Profile | How an American fell in love with China and Chinese – literary translator Eric Abrahamsen, now back home, looks back on innocent times in Beijing
- Eric Abrahamsen was ‘book dependent’ by the age of six; on a trip home to the US from New Zealand, China ‘lodged itself’ in his mind, he tells Thomas Bird
- He moved to Beijing for university and started reading Chinese fiction, eventually becoming a translator. He recalls a time of openness and ease that’s gone
I was born in 1978 and grew up in Seattle, Washington, in the United States. It was a normal middle-class upbringing and I don’t remember all that much, apart from reading indoors while it was raining outside. I was “book dependent” by the age of six. I loved adventure stories, sci-fi and fantasy – you could say I was already a cerebral traveller.
Nothing much out of the ordinary happened until my parents, Laurel Harmon and Barry Abrahamsen, moved my younger brother Peter and I to New Zealand.
Journey to the East
My parents travelled a lot before they had us.

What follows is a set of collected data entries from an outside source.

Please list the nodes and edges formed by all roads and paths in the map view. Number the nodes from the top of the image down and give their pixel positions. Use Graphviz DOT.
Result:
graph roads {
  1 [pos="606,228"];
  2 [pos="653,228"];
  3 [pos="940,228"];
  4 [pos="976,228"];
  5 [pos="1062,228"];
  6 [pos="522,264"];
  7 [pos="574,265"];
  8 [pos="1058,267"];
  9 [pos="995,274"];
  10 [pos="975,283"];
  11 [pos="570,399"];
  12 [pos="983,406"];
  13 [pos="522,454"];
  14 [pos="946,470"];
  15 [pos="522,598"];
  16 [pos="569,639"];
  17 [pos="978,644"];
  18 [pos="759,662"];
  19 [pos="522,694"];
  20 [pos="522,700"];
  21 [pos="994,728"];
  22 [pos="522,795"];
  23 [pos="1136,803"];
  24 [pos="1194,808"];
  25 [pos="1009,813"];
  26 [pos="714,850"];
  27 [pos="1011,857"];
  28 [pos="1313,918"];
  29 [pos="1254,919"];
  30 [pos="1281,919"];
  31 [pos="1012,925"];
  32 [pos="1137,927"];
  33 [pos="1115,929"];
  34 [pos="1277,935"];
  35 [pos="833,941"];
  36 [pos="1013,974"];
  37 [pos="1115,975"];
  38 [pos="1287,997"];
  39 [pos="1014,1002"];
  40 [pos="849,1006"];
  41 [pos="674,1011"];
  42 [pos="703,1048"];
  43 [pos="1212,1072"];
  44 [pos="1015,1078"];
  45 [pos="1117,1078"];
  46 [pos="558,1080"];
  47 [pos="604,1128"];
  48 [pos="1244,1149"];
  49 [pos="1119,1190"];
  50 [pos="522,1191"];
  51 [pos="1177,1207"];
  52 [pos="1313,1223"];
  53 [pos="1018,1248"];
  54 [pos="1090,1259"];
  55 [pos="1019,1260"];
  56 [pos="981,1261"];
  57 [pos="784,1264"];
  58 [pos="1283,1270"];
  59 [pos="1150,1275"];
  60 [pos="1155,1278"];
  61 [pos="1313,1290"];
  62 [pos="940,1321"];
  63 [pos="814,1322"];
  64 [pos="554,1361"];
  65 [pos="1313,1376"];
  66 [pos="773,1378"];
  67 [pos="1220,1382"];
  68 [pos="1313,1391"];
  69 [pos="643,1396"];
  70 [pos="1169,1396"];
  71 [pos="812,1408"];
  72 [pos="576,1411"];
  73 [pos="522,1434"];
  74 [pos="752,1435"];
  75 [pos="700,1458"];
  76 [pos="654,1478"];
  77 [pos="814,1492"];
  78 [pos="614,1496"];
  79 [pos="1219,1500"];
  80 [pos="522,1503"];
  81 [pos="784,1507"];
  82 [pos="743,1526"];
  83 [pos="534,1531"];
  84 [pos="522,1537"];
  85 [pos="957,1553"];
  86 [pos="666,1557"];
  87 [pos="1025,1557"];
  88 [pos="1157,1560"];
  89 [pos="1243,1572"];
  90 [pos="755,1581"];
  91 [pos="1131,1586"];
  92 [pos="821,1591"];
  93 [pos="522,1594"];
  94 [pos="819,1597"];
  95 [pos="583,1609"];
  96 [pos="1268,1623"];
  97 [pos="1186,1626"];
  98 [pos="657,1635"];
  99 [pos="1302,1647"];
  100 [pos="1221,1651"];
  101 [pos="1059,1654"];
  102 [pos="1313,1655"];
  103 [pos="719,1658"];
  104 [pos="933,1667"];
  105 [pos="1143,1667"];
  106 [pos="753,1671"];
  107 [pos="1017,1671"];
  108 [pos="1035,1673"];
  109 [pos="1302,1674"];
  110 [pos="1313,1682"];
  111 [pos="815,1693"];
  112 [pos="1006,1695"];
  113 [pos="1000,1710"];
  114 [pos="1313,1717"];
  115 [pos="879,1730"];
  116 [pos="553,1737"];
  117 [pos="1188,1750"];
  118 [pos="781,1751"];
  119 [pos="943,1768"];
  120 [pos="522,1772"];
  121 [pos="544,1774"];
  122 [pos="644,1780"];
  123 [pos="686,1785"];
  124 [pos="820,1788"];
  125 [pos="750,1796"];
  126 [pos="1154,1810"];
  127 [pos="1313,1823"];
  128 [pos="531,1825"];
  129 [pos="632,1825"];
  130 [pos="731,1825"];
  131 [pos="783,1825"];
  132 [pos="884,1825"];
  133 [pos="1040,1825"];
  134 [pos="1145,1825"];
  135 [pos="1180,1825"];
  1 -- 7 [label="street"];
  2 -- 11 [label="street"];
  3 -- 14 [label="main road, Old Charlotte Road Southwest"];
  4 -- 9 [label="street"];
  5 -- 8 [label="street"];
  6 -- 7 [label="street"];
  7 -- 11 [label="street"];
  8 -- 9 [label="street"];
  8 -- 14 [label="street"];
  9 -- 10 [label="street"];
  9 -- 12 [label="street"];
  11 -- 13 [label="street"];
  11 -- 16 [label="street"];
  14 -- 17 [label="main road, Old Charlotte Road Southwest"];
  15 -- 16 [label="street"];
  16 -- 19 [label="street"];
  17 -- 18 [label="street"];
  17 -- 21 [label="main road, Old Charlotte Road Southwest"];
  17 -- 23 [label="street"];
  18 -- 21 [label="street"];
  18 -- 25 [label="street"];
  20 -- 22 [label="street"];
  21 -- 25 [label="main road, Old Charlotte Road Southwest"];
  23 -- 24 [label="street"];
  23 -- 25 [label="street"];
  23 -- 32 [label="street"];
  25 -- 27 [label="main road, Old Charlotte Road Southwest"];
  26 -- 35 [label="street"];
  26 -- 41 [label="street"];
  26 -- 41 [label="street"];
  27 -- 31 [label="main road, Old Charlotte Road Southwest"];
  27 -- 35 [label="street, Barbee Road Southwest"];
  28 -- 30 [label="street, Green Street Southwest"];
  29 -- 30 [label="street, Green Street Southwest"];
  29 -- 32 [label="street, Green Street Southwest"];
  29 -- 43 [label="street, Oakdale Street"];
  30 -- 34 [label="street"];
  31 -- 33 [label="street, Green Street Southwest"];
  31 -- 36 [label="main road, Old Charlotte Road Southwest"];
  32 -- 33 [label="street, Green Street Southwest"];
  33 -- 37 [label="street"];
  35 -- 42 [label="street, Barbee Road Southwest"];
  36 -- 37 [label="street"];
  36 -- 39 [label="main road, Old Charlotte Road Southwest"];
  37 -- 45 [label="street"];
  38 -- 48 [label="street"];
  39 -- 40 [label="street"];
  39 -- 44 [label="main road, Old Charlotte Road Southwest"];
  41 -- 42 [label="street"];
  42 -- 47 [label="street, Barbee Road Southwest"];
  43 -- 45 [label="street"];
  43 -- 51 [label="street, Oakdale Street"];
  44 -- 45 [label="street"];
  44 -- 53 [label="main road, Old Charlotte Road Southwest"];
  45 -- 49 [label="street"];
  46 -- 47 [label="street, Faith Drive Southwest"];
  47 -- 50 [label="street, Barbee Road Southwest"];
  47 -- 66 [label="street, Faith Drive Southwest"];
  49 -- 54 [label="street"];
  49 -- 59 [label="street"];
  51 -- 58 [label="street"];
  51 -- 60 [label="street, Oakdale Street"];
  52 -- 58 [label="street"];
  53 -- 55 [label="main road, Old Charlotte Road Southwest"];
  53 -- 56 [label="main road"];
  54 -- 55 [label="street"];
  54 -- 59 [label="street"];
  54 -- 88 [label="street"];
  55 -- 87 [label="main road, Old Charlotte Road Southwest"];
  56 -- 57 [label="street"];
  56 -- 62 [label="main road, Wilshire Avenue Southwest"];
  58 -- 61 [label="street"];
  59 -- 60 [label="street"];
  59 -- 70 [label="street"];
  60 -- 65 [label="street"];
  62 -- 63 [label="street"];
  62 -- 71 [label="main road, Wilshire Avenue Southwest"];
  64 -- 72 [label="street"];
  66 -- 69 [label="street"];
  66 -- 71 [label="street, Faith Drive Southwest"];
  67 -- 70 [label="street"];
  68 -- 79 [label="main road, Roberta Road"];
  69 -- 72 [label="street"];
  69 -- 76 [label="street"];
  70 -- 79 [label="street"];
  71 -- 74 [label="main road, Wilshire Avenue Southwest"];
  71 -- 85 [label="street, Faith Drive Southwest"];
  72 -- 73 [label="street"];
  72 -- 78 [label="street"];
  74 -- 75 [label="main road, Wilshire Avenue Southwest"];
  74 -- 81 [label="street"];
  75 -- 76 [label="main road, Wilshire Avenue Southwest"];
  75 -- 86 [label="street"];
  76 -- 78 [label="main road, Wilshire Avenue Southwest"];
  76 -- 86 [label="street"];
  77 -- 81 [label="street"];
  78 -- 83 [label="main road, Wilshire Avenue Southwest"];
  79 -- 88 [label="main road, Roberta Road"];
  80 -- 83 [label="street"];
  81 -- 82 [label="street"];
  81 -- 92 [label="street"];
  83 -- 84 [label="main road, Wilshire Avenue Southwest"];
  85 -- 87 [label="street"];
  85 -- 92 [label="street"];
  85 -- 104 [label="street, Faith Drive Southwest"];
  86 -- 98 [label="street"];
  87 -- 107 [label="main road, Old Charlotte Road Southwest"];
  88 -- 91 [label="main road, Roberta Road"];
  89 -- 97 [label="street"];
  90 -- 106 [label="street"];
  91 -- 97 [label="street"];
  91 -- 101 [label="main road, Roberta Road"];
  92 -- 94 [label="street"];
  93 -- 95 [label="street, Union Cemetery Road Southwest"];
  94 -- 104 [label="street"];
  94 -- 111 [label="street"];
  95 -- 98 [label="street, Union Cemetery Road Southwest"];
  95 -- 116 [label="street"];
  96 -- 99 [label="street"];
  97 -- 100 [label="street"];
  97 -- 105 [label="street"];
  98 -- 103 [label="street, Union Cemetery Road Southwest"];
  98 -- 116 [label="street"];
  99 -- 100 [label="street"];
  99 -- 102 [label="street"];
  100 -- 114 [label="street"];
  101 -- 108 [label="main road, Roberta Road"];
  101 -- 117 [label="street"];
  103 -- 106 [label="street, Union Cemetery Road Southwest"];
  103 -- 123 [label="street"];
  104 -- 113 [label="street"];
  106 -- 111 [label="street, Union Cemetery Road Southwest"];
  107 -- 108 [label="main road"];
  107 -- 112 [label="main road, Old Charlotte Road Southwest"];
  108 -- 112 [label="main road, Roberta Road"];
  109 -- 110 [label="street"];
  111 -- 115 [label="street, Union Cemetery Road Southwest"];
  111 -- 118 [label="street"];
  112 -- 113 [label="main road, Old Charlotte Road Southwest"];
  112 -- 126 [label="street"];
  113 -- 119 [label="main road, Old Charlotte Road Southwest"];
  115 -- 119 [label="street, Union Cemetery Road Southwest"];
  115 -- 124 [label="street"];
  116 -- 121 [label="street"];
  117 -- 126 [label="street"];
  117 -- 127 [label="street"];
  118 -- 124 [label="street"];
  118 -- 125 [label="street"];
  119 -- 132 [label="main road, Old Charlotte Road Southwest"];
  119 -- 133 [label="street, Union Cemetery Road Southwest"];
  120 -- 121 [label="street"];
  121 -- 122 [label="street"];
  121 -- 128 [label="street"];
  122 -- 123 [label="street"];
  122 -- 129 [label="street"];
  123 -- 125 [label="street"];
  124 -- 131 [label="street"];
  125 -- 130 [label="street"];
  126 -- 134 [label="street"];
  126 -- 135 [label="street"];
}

After we were born, they became a bit sedentary, but it was always important to them that we had an international outlook. So, in 1986, my father applied for a transfer at the computer company he worked for, Unisys, and the whole family relocated to Wellington for two years.

New Zealand was beautiful, like the Pacific northwest but with more wind and less rain. It was the first time I really became aware of myself as an American, though that didn’t mean much to me then.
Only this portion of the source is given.